**Instructions for the task**
Once you reach the line that holds "middle dip: (1112, 928)" in the listing below, output it and every line after it through the line that holds "index mcp: (913, 773)", word for word.

**Records to process**

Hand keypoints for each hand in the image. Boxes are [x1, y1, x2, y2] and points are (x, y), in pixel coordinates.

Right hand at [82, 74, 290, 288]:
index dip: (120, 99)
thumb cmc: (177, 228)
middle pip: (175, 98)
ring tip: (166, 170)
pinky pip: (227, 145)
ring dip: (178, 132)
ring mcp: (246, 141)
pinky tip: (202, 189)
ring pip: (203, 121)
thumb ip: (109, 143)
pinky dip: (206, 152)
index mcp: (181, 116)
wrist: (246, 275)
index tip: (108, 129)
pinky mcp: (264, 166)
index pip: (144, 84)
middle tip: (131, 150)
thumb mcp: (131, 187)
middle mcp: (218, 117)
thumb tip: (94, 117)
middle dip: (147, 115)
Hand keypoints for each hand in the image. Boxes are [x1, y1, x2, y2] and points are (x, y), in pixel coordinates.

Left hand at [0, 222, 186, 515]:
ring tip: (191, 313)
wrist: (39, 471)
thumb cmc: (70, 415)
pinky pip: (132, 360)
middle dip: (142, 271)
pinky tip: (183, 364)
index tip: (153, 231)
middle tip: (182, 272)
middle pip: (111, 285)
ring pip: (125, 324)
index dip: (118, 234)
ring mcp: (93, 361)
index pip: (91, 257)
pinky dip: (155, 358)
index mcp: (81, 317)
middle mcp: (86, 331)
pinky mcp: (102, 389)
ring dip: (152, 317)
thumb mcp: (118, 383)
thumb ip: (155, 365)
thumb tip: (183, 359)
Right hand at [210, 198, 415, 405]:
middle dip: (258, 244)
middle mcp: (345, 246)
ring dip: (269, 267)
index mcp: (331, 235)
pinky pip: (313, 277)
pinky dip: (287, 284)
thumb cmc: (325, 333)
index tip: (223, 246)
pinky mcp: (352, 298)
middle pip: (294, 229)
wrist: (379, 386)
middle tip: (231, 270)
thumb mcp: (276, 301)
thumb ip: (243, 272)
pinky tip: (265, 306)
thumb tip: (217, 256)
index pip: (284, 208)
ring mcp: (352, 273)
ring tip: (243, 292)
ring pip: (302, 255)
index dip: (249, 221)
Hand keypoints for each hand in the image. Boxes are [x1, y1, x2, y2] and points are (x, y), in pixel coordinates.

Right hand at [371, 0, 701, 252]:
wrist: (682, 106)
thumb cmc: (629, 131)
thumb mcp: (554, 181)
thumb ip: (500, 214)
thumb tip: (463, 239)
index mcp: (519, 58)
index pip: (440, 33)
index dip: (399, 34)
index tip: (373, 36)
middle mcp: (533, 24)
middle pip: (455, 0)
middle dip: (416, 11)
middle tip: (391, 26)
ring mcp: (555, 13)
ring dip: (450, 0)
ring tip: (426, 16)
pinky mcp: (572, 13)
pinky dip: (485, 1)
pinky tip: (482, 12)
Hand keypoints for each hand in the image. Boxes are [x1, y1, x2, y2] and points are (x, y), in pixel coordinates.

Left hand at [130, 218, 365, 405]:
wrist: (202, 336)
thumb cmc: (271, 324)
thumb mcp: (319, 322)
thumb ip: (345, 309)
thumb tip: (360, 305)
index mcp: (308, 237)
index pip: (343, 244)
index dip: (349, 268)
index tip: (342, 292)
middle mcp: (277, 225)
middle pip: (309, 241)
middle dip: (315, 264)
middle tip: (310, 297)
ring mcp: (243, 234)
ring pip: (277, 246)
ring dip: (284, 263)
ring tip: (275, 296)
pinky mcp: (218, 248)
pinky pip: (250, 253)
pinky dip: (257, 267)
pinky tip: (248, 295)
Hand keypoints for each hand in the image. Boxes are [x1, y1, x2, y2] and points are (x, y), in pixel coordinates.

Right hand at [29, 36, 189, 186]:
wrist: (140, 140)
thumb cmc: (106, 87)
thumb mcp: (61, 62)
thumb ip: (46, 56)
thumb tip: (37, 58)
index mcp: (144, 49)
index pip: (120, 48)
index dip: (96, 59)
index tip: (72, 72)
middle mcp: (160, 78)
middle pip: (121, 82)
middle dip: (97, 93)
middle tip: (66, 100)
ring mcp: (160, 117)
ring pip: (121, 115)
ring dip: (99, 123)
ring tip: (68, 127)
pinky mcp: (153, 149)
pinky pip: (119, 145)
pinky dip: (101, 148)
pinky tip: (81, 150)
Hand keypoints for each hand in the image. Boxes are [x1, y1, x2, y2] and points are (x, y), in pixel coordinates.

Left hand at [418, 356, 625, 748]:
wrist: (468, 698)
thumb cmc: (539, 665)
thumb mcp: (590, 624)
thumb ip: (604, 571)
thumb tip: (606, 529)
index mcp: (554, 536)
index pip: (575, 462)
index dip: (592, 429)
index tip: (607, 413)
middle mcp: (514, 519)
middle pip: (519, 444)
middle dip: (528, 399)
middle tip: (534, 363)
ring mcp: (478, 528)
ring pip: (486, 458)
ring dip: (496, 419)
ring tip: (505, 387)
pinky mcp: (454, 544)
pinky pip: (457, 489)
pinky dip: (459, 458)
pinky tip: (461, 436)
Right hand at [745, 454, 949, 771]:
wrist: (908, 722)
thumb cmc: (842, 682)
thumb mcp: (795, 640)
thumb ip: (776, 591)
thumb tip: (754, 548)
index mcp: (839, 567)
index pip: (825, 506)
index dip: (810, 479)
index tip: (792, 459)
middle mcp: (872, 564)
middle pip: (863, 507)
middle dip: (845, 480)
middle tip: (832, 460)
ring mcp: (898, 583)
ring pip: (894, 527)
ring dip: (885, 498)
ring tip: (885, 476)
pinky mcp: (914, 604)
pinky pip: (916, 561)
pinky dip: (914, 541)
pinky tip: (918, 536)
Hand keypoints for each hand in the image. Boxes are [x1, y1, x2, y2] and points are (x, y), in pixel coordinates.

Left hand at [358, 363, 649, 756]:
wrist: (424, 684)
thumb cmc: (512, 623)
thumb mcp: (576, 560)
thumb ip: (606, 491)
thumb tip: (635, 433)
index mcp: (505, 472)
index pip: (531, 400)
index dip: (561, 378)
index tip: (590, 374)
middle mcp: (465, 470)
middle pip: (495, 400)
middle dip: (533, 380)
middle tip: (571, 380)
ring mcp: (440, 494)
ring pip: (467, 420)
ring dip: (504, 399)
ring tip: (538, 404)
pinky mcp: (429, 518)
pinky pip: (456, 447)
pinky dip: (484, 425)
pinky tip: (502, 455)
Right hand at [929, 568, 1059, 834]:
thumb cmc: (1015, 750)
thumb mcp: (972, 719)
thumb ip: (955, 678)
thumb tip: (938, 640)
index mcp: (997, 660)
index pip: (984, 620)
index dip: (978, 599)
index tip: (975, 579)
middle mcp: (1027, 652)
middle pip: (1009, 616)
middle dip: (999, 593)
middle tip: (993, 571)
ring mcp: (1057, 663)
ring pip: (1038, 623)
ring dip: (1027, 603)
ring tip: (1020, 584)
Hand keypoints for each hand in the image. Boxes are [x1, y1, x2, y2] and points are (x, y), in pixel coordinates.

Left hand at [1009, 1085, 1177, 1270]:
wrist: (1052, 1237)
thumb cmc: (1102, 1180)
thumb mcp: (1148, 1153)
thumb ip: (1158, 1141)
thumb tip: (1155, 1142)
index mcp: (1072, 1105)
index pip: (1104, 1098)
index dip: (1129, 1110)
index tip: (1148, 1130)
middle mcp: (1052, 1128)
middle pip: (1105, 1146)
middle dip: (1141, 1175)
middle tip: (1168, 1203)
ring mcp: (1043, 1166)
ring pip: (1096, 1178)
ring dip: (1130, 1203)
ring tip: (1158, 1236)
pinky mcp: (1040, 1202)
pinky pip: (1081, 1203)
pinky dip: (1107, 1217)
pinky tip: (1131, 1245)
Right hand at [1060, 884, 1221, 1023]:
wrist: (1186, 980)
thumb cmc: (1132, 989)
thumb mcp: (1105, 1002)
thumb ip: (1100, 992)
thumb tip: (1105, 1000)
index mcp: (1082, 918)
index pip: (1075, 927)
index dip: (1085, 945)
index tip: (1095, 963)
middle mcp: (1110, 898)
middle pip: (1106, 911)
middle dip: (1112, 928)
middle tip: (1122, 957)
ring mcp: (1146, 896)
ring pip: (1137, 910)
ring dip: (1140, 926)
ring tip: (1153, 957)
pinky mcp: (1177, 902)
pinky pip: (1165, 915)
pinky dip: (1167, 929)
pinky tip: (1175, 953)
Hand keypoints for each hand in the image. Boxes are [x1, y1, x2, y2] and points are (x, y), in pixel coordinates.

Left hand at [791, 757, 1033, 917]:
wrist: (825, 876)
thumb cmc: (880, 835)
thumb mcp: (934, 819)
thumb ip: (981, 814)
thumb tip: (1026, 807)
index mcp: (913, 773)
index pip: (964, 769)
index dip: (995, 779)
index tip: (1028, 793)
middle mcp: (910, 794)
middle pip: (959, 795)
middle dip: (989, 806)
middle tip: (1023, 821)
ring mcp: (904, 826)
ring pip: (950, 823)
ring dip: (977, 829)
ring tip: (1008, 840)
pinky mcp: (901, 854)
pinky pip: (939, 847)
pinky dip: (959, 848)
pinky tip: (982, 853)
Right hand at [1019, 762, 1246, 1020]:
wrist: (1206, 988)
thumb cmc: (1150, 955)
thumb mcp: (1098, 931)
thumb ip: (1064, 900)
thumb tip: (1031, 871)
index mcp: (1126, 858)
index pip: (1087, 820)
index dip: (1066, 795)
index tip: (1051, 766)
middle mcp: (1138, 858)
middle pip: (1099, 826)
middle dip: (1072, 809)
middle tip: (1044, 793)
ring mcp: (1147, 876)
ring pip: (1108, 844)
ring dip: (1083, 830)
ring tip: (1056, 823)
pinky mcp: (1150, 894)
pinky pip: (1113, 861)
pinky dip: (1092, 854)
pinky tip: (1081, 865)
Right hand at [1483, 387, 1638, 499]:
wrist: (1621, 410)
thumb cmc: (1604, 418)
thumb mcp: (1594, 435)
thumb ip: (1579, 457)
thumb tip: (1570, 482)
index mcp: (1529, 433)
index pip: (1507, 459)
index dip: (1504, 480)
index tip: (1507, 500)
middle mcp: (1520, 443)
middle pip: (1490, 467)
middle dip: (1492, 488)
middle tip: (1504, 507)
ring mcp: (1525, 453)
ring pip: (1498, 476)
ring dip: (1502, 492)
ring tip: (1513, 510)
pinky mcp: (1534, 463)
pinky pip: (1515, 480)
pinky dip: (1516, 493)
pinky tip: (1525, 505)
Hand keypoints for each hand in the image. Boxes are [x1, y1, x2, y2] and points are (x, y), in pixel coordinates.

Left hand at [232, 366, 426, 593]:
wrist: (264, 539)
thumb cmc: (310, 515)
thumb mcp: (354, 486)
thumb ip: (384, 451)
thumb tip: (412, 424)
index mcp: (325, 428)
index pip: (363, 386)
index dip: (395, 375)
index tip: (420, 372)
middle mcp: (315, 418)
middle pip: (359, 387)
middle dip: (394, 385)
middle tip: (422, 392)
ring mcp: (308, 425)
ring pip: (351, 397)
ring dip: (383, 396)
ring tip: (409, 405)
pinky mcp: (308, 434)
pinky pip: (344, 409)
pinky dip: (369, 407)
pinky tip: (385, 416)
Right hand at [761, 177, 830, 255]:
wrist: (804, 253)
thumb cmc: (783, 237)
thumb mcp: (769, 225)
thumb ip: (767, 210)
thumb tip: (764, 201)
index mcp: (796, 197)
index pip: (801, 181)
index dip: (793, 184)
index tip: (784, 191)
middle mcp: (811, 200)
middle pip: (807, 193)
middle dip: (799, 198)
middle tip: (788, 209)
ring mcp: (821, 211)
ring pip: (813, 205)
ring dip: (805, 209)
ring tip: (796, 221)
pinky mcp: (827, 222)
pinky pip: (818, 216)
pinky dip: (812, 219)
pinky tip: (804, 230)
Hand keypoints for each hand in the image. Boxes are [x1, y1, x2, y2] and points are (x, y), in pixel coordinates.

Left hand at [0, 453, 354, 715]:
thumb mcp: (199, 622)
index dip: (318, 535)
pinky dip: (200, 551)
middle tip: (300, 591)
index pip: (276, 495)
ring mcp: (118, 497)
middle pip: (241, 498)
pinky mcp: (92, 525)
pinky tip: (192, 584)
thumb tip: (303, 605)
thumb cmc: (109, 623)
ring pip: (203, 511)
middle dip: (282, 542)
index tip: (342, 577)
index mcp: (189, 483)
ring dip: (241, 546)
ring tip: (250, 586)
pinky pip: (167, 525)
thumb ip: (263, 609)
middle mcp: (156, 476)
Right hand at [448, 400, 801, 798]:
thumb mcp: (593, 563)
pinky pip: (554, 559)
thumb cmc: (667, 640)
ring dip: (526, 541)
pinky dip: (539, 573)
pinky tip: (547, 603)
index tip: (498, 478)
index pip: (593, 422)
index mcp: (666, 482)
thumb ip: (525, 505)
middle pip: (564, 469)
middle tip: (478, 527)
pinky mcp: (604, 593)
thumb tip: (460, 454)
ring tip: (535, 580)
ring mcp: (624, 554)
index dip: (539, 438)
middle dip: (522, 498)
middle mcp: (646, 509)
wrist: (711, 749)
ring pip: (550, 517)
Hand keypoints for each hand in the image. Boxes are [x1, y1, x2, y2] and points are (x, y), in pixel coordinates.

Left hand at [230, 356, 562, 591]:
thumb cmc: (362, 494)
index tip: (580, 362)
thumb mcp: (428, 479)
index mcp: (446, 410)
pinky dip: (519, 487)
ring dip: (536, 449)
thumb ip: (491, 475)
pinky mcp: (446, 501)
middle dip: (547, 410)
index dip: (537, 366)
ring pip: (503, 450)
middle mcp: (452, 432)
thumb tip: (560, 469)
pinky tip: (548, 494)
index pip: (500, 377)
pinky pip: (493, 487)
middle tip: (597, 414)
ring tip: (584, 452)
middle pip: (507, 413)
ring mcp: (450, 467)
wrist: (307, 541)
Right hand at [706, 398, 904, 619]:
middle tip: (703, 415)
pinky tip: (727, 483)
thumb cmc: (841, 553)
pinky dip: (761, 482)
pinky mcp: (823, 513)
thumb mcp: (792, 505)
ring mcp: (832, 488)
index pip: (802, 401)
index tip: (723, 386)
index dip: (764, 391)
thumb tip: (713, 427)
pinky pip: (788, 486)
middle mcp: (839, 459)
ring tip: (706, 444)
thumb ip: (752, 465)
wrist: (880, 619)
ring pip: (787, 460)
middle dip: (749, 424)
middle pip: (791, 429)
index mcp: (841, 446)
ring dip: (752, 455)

**Response for this exercise**
middle dip: (1112, 928)
middle tip: (1122, 957)
ring mcp: (1146, 896)
ring pip: (1137, 910)
ring dip: (1140, 926)
ring tip: (1153, 957)
pinky mcp: (1177, 902)
pinky pip: (1165, 915)
pinky dip: (1167, 929)
pinky tip: (1175, 953)
Hand keypoints for each hand in the image. Boxes are [x1, y1, x2, y2] and points are (x, y), in pixel coordinates.

Left hand at [791, 757, 1033, 917]:
wrist: (825, 876)
thumb cmc: (880, 835)
thumb mcp: (934, 819)
thumb ip: (981, 814)
thumb tip: (1026, 807)
index mcp: (913, 773)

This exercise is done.